▶ _TASK REQUIREMENTS_
Lines below containing the word "Paolo" should be copied out.

(Records from a data collection)

◇ ◇ ◇ ◇

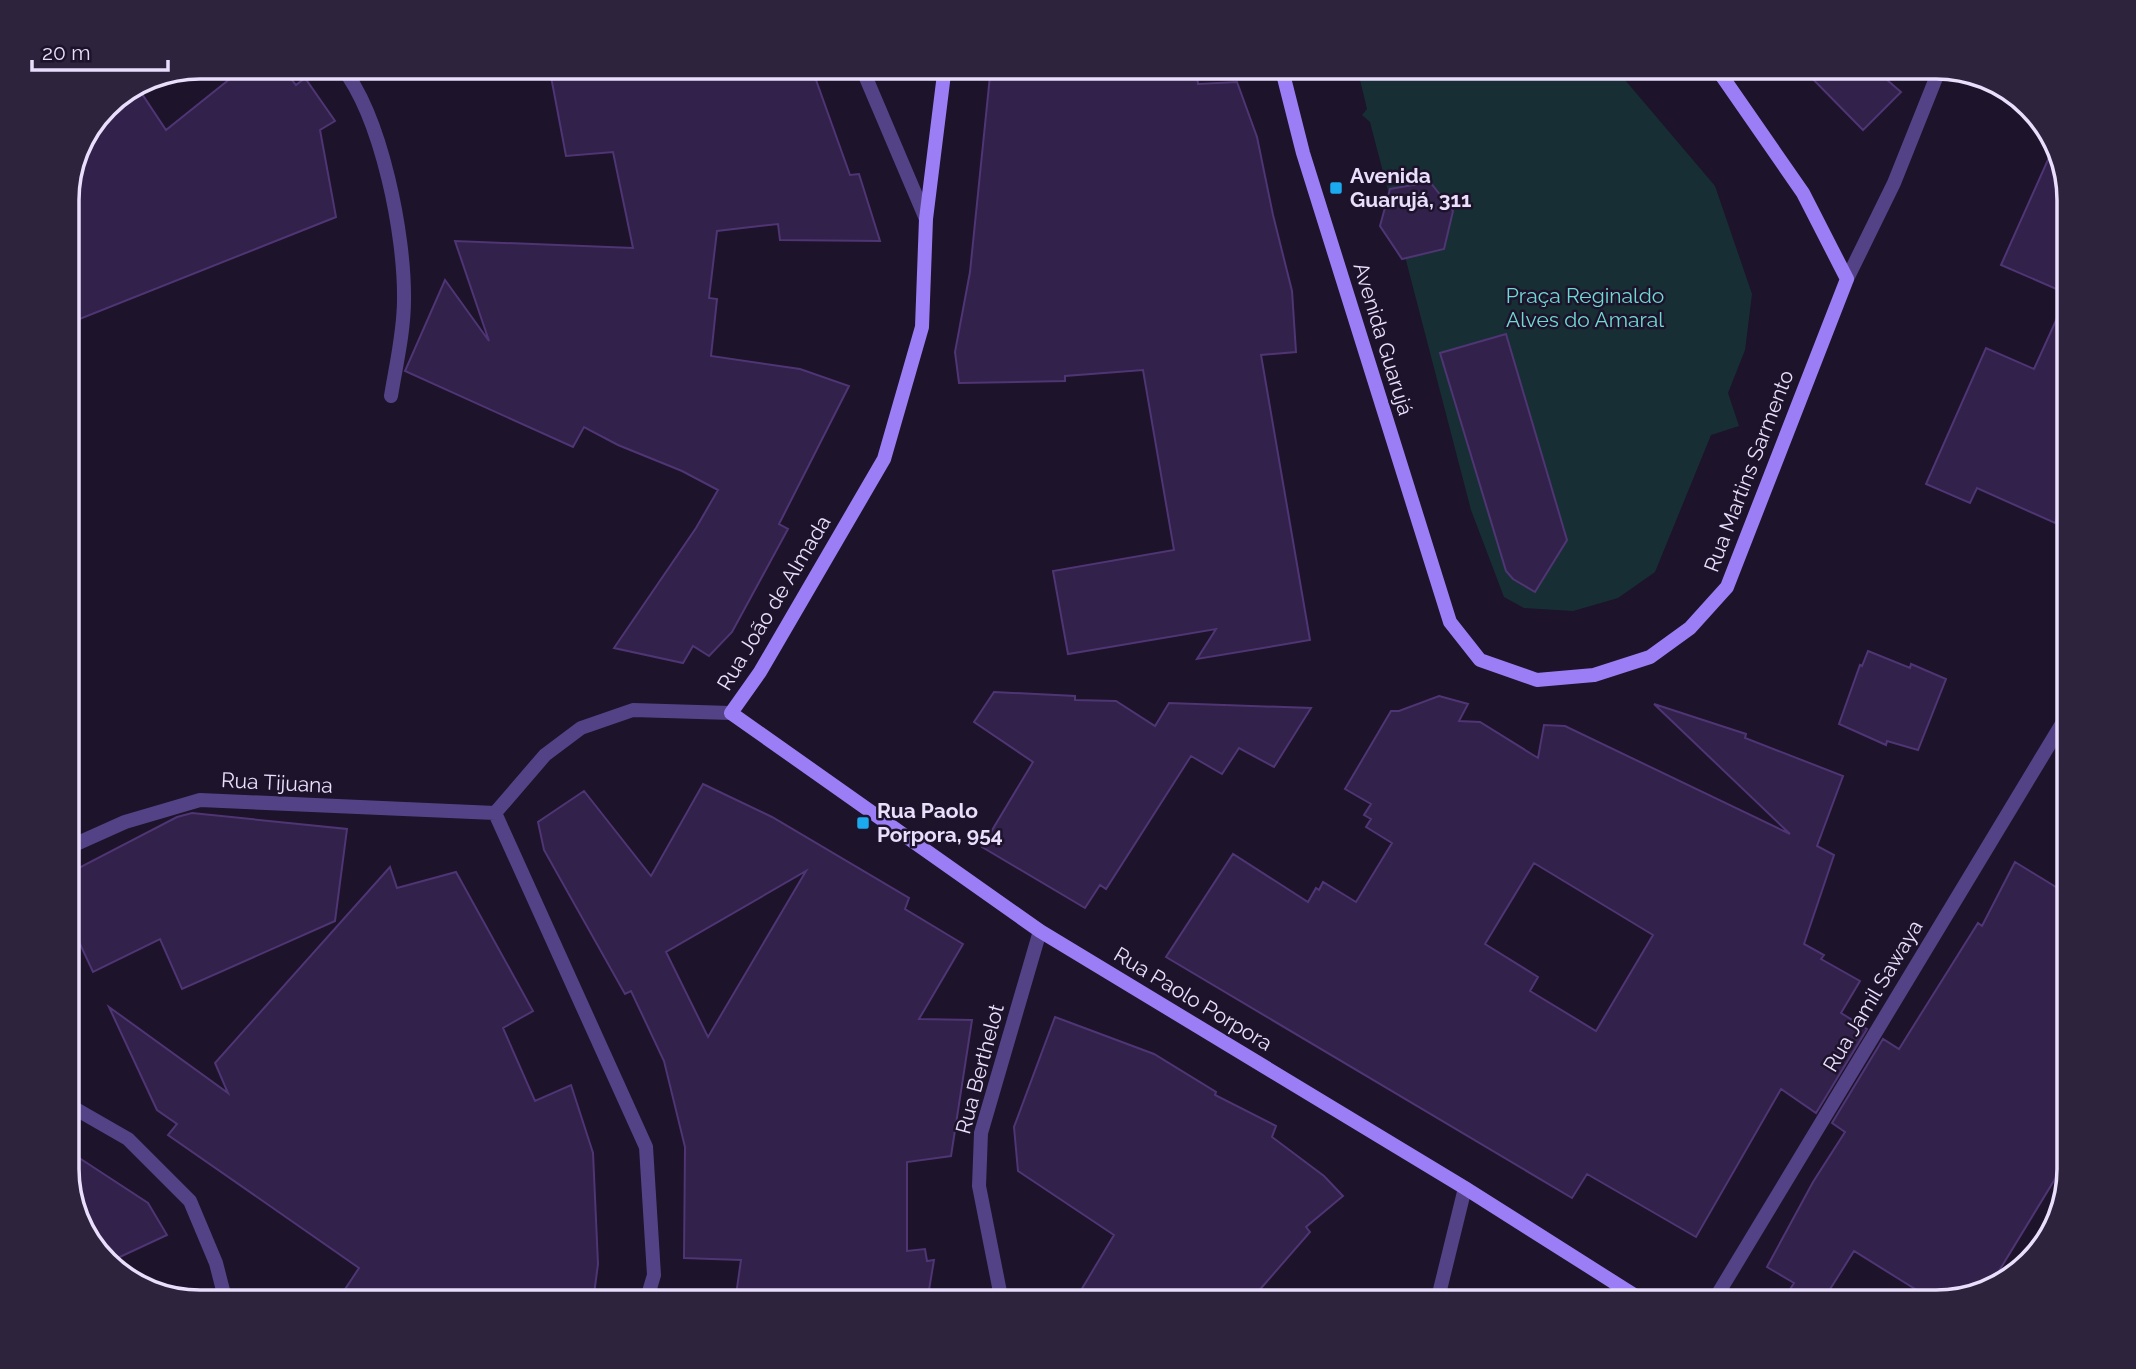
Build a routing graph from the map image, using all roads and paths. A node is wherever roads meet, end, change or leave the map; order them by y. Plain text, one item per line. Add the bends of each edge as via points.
1 (348, 79) edge
2 (867, 79) edge
3 (943, 79) edge
4 (1284, 79) edge
5 (1724, 79) edge
6 (1936, 79) edge
7 (926, 219) junction
8 (1847, 279) junction
9 (391, 396) dead end
10 (1450, 622) joint
11 (731, 713) junction
12 (2057, 734) edge
13 (495, 814) junction
14 (79, 843) edge
15 (1040, 931) junction
16 (79, 1111) edge
17 (1465, 1188) junction
18 (223, 1290) edge
19 (650, 1290) edge
20 (999, 1290) edge
21 (1440, 1290) edge
22 (1625, 1290) edge
23 (1721, 1290) edge

1 - 9 street via 370,118 386,168 400,244 404,301
2 - 7 street
3 - 7 street, Rua João de Almada
4 - 10 street, Avenida Guarujá via 1303,153
5 - 8 street via 1803,193
6 - 8 street, Rua Martins Sarmento via 1894,183
7 - 11 street, Rua João de Almada via 922,327 884,459 760,672
8 - 10 street, Rua Martins Sarmento via 1727,587 1690,628 1650,657 1594,675 1537,680 1480,660
11 - 13 street, Rua João de Almada via 633,710 581,728 545,755
11 - 15 street, Rua Paolo Porpora
12 - 23 street, Rua Jamil Sawaya
13 - 14 street, Rua Tijuana via 200,800 125,822
13 - 19 street via 646,1147 654,1275
15 - 17 street, Rua Paolo Porpora
15 - 20 street, Rua Berthelot via 981,1133 979,1186
16 - 18 street via 128,1139 190,1201
17 - 21 street
17 - 22 street, Rua Paolo Porpora

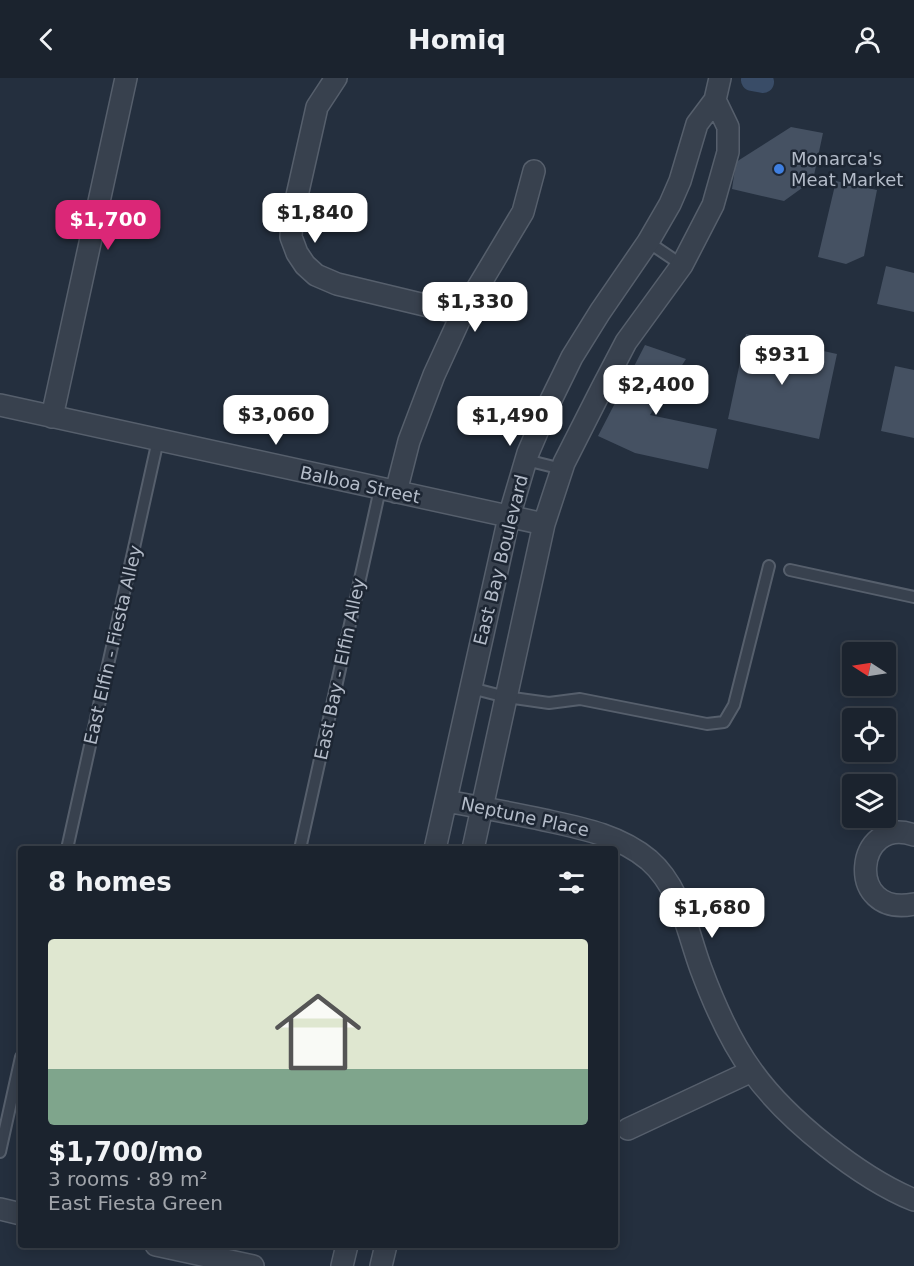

◇ ◇ ◇ ◇

▶ _SOLUTION TO THIS TASK_
11 - 15 street, Rua Paolo Porpora
15 - 17 street, Rua Paolo Porpora
17 - 22 street, Rua Paolo Porpora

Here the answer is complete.